You’re never going to guess what I bought to wear to the Safety Dance, you guys.

No, just try.

No.

A PURPLE SEQUINED MINI-SKIRT AND MATCHING HEADBAND. Yeah, and I want to, like, get some leg-warmers and Chuck Taylors and, like, some fingerless gloves, too. And I’m doing a side-ponytail, I think. I’m definitely going traditional 80’s this year. Like, last year I was glam 80’s and the year before I was punk 80’s and now I just kind of want to do the standard thing, you know? I know, like, EVERYONE does it, but this is different because the mini-skirt is SO COOL. Wait, I MEAN, TOTALLY RADICAL! Get it, you guys?? ‘Cause “totally radical” is TOTALLY a thing they said in the 80’s!!!!
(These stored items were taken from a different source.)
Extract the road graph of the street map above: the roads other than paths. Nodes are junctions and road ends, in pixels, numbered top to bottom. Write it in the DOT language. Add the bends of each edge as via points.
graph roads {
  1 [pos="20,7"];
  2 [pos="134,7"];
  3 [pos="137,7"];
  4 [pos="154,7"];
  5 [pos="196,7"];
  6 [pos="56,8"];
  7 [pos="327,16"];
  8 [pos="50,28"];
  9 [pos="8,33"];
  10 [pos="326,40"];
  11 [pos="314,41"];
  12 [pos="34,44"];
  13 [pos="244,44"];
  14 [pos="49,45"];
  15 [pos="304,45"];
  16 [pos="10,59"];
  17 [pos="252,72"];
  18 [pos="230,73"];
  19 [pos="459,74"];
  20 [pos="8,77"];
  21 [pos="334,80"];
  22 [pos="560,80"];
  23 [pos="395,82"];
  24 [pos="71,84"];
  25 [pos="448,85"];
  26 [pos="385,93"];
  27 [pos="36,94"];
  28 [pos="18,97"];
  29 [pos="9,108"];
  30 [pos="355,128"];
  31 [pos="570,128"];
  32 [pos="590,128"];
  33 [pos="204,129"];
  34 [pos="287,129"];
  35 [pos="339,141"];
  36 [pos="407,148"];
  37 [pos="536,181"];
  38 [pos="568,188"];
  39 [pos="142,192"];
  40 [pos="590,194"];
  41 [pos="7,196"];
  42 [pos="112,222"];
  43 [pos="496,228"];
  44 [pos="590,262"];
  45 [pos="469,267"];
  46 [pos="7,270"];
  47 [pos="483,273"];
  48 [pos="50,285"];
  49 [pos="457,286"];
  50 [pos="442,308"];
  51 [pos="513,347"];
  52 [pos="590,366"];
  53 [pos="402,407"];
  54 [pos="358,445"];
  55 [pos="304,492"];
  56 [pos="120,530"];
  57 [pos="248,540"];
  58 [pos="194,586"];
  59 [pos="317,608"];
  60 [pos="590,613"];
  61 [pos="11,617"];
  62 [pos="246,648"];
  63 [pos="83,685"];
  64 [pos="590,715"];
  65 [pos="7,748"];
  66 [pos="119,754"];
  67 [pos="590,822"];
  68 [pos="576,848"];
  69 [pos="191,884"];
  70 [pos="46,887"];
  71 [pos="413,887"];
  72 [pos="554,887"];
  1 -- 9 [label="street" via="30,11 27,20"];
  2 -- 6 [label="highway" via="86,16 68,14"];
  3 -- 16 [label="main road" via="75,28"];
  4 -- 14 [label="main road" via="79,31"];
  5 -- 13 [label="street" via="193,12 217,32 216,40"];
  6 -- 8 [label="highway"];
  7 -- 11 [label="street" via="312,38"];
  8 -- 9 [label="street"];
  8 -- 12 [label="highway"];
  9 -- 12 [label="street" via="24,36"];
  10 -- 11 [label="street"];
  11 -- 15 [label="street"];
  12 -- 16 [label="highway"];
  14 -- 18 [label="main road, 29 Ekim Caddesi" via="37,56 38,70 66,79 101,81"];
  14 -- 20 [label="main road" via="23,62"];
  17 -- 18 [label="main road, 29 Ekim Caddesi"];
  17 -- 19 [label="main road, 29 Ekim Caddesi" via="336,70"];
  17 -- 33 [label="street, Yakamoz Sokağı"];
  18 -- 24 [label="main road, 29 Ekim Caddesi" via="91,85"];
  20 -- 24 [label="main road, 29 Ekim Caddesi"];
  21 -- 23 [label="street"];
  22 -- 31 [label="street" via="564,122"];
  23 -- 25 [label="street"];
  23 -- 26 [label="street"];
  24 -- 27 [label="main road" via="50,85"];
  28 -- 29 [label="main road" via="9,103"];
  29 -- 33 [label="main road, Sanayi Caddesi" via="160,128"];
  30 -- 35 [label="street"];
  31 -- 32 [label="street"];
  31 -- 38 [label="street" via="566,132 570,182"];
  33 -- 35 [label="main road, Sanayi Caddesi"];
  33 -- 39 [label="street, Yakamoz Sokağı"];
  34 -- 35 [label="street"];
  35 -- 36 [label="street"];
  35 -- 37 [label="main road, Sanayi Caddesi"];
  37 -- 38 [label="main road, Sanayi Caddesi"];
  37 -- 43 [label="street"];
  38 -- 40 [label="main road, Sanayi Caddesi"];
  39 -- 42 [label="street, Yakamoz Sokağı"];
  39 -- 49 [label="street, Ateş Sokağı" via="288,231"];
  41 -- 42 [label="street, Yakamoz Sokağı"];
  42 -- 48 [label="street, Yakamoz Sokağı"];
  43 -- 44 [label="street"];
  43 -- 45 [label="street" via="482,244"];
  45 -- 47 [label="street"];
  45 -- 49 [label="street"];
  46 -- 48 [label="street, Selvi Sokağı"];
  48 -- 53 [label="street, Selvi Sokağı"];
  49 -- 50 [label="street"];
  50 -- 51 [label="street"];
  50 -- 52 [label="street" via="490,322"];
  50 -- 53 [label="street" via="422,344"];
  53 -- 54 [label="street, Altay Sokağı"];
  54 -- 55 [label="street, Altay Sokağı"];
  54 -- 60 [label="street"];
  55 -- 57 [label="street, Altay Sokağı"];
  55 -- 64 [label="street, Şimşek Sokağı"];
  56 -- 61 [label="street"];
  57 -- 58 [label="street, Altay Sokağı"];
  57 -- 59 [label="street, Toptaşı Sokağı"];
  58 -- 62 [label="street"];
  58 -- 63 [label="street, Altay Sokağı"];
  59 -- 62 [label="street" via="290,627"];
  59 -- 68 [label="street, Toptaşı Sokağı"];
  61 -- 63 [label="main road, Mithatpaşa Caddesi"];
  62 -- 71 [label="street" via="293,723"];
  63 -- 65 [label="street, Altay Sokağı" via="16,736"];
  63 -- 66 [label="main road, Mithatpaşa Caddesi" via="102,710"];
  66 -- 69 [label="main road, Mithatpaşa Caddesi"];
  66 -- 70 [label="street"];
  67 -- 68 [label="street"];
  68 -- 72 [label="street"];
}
NO, Roseanna, I DON’T think I’m doing that thing where I get too excited about something and then am disappointed because it’s not that fun. This girl wants to “Party All the Time”! Quit being “Twisted Sisters,” you guys! No, you don’t understand! Like, it’s my favorite day of the year. It’s like Christmas for me, but, like, instead of the presents and chestnuts and stuff, it has Billy Joel!! Like, you guys, I didn’t study abroad this semester because I didn’t want to miss the Safety Dance. No, I’m serious.

Oh, and get this: we convinced Prudence to come! Yes! And she said we could make her wear whatever we wanted! Yeah, and we also triple-dog-dared her to hook up with someone, too. Yeah, I KNOW she won’t, you guys. But we’re making her wear a fuchsia, leopard-print leotard with lime green spandex and a purse shaped like a Rubik’s cube. Isn’t that funny?? Ohmigod, did you guys know that Yale had a class that taught you how to solve a Rubik’s cube?? Yeah, I saw it on ‘I Love the 80’s!! I’ve been watching to get ready for this TUBULAR weekend. Tubular! HA!
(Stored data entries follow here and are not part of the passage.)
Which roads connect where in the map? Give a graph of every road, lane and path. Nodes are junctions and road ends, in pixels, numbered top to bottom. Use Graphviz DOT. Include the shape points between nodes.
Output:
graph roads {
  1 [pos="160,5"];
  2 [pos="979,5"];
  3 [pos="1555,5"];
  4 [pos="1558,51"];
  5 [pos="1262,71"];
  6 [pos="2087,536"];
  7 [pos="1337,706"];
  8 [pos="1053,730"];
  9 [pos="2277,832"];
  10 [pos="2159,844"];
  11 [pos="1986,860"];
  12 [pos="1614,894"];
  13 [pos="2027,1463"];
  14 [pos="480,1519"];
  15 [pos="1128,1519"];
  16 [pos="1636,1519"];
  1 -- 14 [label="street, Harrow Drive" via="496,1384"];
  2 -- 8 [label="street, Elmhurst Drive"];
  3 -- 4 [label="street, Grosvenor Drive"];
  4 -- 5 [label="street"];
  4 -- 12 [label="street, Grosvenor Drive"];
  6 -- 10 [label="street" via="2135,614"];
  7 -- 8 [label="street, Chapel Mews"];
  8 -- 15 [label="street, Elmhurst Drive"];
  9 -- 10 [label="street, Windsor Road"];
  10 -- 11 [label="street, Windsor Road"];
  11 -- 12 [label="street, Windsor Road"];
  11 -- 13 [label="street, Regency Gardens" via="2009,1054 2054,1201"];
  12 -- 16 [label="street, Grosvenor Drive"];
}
Wait. You guys. I still can’t believe Michael Jackson died.

COME ON, EILEEN! PUT A SOCK IN IT ABOUT YOUR ORGO MIDTERM! WE NEED TO STRATEGIZE. I wanna get there at, like, 9:30 so we don’t miss that phone number song. Did you know that’s actually a REAL number that people have? So randos call it all the time! I swear they didn’t play it last year, you guys!! But I didn’t really care because I had, like, five drinks and was SO WASTED, you guys! Not as wasted as Hannah, though. Yeah, you guys, she fell down a whole flight of stairs and fractured her tibia! And Adam kept being like, “Oh cool jacket, Lauren. You look ‘Pretty in Pink,’” and I kept being like, “JEEZ, WHY ARE YOU ALWAYS HITTING ON ME?! You’re not gonna ‘Take Me Home Tonight,’ MAN! Face the ‘Facts of Life,’ DUDE!”

UGH.

GAG ME. WITH A SPOON.

What? SHUT UP, YES-HUH, KAREN. HE DOES SO LIKE ME. IT’S SO ANNOYING. But I TOTALLY won’t make out with him again, you guys! No, I swear! That was just one time. And I mean, it was really nice. But I TOTALLY wouldn’t do it again. Like ever. Like ever, you guys. But what happens at the Safety Dance stays at the Safety Dance!

I wanna make out with, like, four guys at LEAST! With tongue! Ohmigod, I’m such a slut. Ha. But not really, you guys! Right????

Girls just wanna have fu-UN! Right, you guys?

GAH! NOBODY GIVES AN IRAN CONTRA SCANDAL ABOUT YOUR ORGO MIDTERM, EILEEN! When you look back on your college years, are you gonna remember ONE MEASLY ORGO MIDTERM, or are you gonna remember SAFETYDANCETWENTYTEN??!

Wait.

I just thought of this, but it’s kind of like we’ve gotta fight for our right to PARTY, you guys! Because of the Elevate thing, right? Get it??

Jenny, shut up. I’m just excited, OK? Ohmigod, you guys, they should TOTALLY have the 90’s dance in Commons, too. I WANT IT THAT WAY, AM I RIGHT!?!?!?!?